## [WORK ORDER]
In the entries below, find each line with the word "rows" and pull it out.

(Stored data)
*** Begin section ***

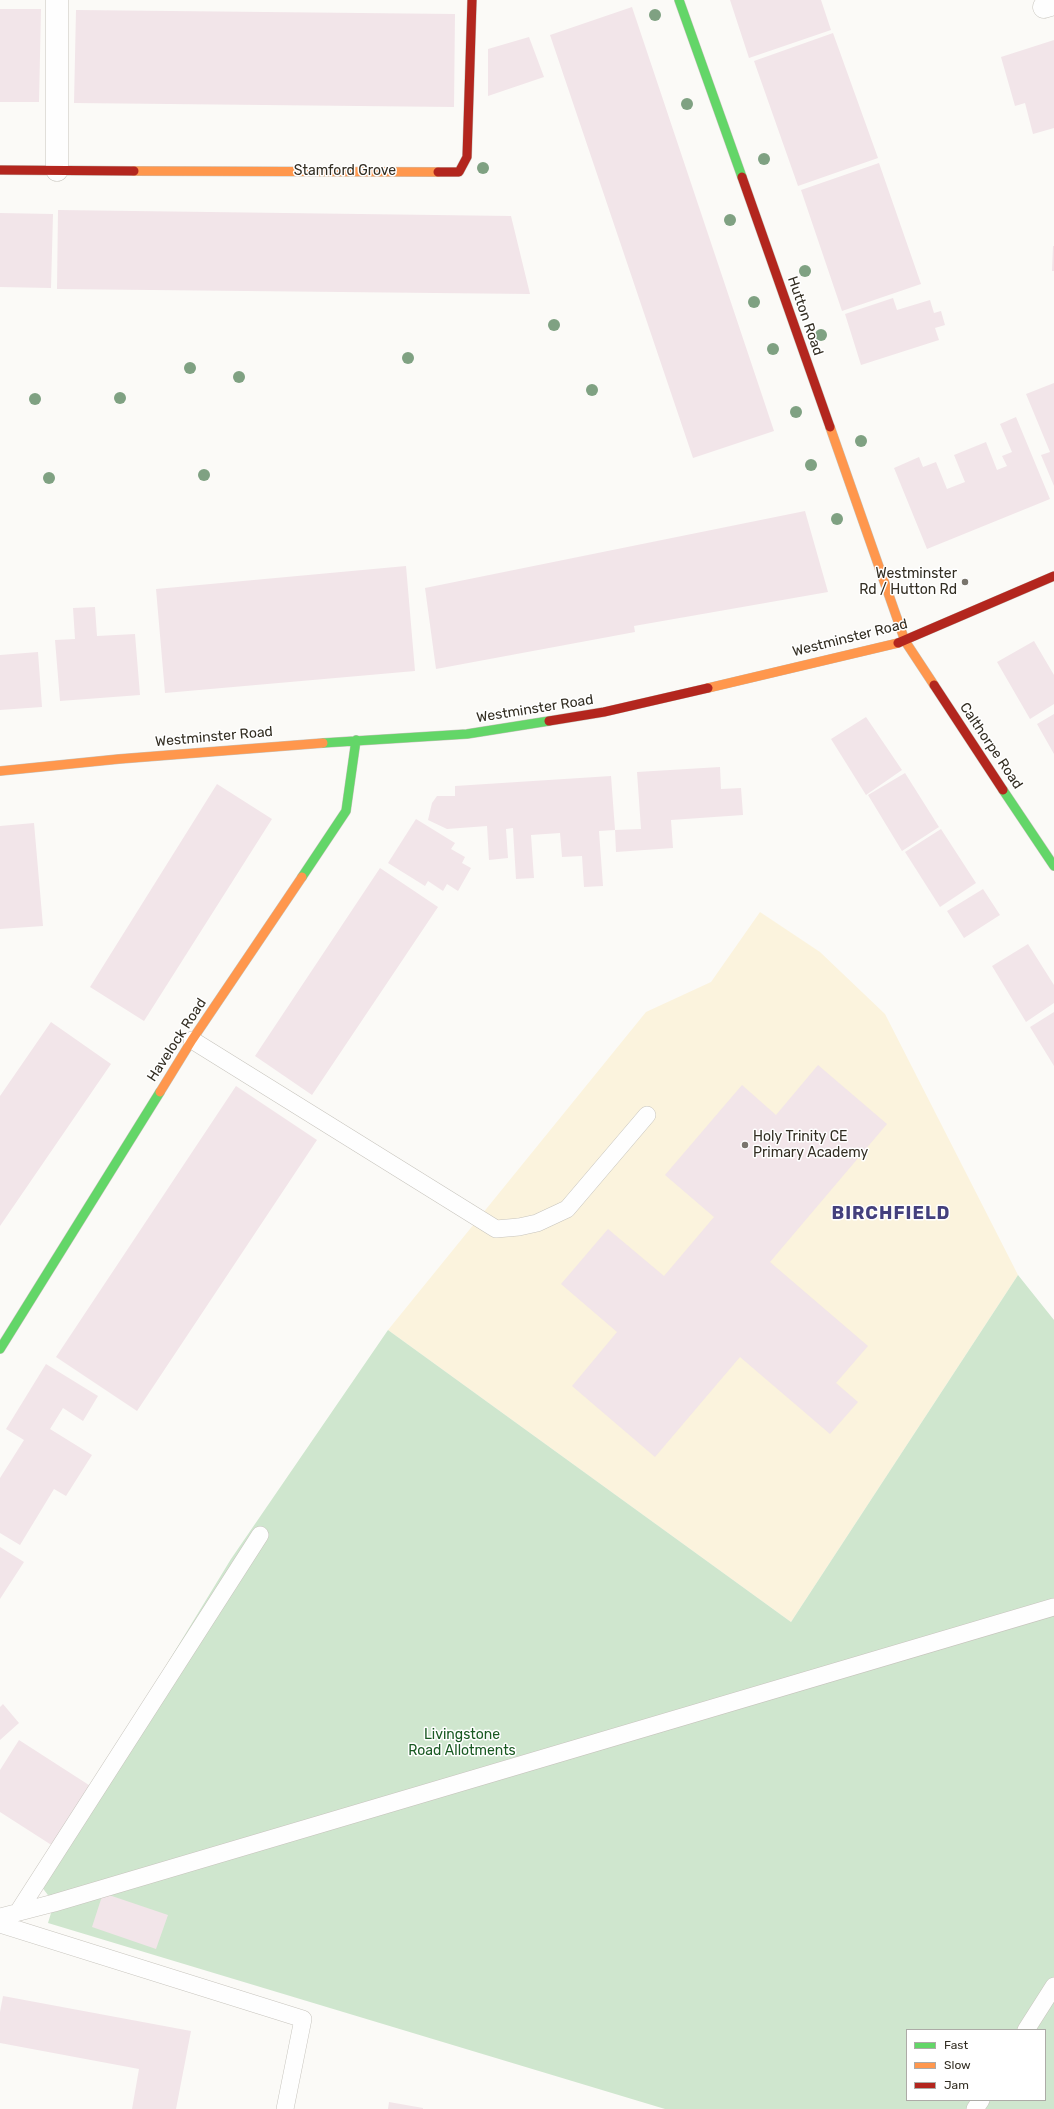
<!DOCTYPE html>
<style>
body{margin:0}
#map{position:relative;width:1054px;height:2109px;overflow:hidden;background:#fbfaf7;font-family:Rubik,sans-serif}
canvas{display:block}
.legend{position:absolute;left:906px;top:2029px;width:140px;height:72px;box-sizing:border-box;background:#fff;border:1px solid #adaba7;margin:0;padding:5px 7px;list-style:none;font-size:12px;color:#332e23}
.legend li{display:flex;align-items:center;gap:8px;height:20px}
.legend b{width:20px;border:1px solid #adaba7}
</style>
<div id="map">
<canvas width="1054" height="2109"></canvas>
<ul class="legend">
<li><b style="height:5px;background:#63d668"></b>Fast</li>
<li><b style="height:5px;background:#ff974d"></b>Slow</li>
<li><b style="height:5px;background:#b3261e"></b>Jam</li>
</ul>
</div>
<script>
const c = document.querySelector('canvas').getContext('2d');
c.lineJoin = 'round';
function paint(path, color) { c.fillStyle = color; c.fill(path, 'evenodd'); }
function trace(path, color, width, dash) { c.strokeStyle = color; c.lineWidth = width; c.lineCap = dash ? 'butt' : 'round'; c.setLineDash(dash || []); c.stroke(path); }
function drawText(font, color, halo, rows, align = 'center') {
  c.font = font + ' Rubik,sans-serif'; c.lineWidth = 3; c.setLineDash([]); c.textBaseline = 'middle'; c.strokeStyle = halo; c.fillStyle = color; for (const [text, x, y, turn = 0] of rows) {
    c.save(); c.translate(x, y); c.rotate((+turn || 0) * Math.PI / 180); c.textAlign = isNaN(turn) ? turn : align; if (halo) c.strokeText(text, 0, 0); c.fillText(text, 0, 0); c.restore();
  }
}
paint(new Path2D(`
 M760 912 820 952 885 1014 1018 1275 791 1622 388 1330 646 1012 711 982Z`), '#fbf3dd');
paint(new Path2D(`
 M1018 1275 1054 1320V2109H665L48 1923 54 1903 38 1882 92 1787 231 1559 388 1330 791 1622ZM907 2030H1045V2100H907Z`), '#cfe6ce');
paint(new Path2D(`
 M730 0H821L831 30 749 58Z
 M632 7 774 431 693 458 550 35Z
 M0 9H41L39 102H0Z
 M76 10 455 14 454 107 74 103Z
 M833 33 878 158 798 186 754 61Z
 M529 37 544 77 488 96V49Z
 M1054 40V128L1033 134 1025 103 1015 106 1001 57Z
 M879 163 921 284 842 311 801 190Z
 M58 210 511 216 530 294 57 289Z
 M0 213 53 214 51 288 0 287Z
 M1053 246H1054V271H1052Z
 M893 298 897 310 930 300 934 313 941 311 945 325 935 328 939 340 861 365 845 314Z
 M1054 383V486L1041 455 1050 452 1026 394Z
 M1016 417 1050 499 927 549 894 468 919 457 923 467 936 462 947 489 965 482 954 455 986 442 997 470 1007 466 1002 456 1012 452 1000 424Z
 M805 511 828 592 634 626 635 632 436 669 425 588Z
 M406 566 415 671 165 693 156 589Z
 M95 607 97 636 135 634 140 695 60 701 55 640 75 639 73 608Z
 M1034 641 1054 675V704L1030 719 997 662Z
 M38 652 42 707 0 710V655Z
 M1054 714V754L1037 724Z
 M866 717 902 770 866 795 831 739Z
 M720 767 721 789 741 788 743 815 671 820 673 848 616 852 615 830 641 829 637 772Z
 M905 773 939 827 902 851 868 795Z
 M611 776 615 830 599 831 603 886 584 887 582 856 562 857 560 833 531 835 534 878 516 879 513 828 506 829 508 858 489 860 487 826 447 829 428 820 432 803 437 796H455V786Z
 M217 784 272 819 144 1021 90 987Z
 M416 819 455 843 451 849 465 857 462 863 471 868 458 891 447 884 443 891 428 881 425 886 388 863Z
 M34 823 43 926 0 929V826Z
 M941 829 976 883 940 907 905 852Z
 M380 868 438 907 312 1095 255 1056Z
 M983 889 1000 915 964 938 947 911Z
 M1028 944 1054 985V1003L1026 1022 992 966Z
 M1054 1012V1066L1030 1027Z
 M51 1022 111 1064 0 1226V1096Z
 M818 1065 887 1124 770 1262 868 1346 836 1383 858 1402 830 1434 740 1357 655 1457 572 1386 617 1332 561 1284 608 1229 664 1276 714 1217 665 1175 742 1085 776 1115Z
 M236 1086 317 1140 137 1411 56 1357Z
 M46 1364 98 1396 83 1421 63 1408 50 1429 92 1455 66 1496 54 1489 20 1545 0 1533V1478L24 1440 6 1429Z
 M0 1547 24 1562 0 1599Z
 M3 1704 19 1723 0 1740V1707Z
 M19 1740 92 1787 53 1846 0 1812V1770Z
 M103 1893 168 1915 156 1949 92 1927Z
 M3 1996 191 2031 176 2109H132L139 2069 0 2043V2012Z
 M389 2102 423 2108V2109H388Z`), '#f2e5e9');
const lane = new Path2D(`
 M192 1040 496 1229 519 1227 537 1223 567 1209 647 1115
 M18 1912 260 1535
 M0 1917 54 1903 1054 1607
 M0 1924 303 2019 285 2109
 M1026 2030 1054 1986
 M975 2109 981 2100`);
const street = new Path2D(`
 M1044 7 1054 4
 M57 170V0`);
const fast = new Path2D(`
 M679 0 742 177
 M323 743 467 734 549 721
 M1003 790 1054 866
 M302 877 346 811 356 740
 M0 1349 160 1092`);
const slow = new Path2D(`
 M134 171 438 172
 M830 427 905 641 934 685
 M708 688 898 643
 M0 771 119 759 323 743
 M160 1092 192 1040 302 877`);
const jam = new Path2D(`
 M0 170 134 171
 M438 172H459L467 157 472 0
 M742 177 830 427
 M898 643 1054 576
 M934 685 1003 790
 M549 721 604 712 708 688`);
trace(lane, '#c7c4bd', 18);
trace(street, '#c7c4bd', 23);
trace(fast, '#c7c4bd', 10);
trace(slow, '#c7c4bd', 10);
trace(jam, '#c7c4bd', 10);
trace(lane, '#fefefe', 17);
trace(street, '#fefefe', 22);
trace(fast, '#63d668', 9);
trace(slow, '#ff974d', 9);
trace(jam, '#b3261e', 9);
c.fillStyle = '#7fa182';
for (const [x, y] of [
 [655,15],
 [687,104],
 [764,159],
 [483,168],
 [730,220],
 [805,271],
 [754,302],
 [554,325],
 [821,335],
 [773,349],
 [408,358],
 [190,368],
 [239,377],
 [592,390],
 [120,398],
 [35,399],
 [796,412],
 [861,441],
 [811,465],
 [204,475],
 [49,478],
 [837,519]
]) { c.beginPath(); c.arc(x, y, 6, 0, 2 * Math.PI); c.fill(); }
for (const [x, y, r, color] of [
 [965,582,4,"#79756d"],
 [745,1145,4,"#79756d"]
]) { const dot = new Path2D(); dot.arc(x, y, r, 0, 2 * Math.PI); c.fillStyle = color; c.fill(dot); trace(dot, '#fff', 1.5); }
drawText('14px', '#332e23', '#fff', [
 ["Stamford Grove",345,171],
 ["Hutton Road",805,316,71],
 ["Westminster Road",850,638,-14],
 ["Westminster Road",535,709,-9],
 ["Westminster Road",214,737,-5],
 ["Calthorpe Road",991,746,56],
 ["Havelock Road",177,1040,-57]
]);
drawText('14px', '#332e23', '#fff', [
 ["Westminster",957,574],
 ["Rd / Hutton Rd",957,590],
 ["Holy Trinity CE",753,1137,"left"],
 ["Primary Academy",753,1153,"left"]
], 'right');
drawText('14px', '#195922', '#fff', [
 ["Livingstone",462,1735],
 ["Road Allotments",462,1751]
]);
c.letterSpacing = '1px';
drawText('bold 18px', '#44407d', '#fff', [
 ["BIRCHFIELD",891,1214]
]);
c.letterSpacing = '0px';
</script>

*** End section ***

## [EXPECTED ANSWER]
function drawText(font, color, halo, rows, align = 'center') {
  c.font = font + ' Rubik,sans-serif'; c.lineWidth = 3; c.setLineDash([]); c.textBaseline = 'middle'; c.strokeStyle = halo; c.fillStyle = color; for (const [text, x, y, turn = 0] of rows) {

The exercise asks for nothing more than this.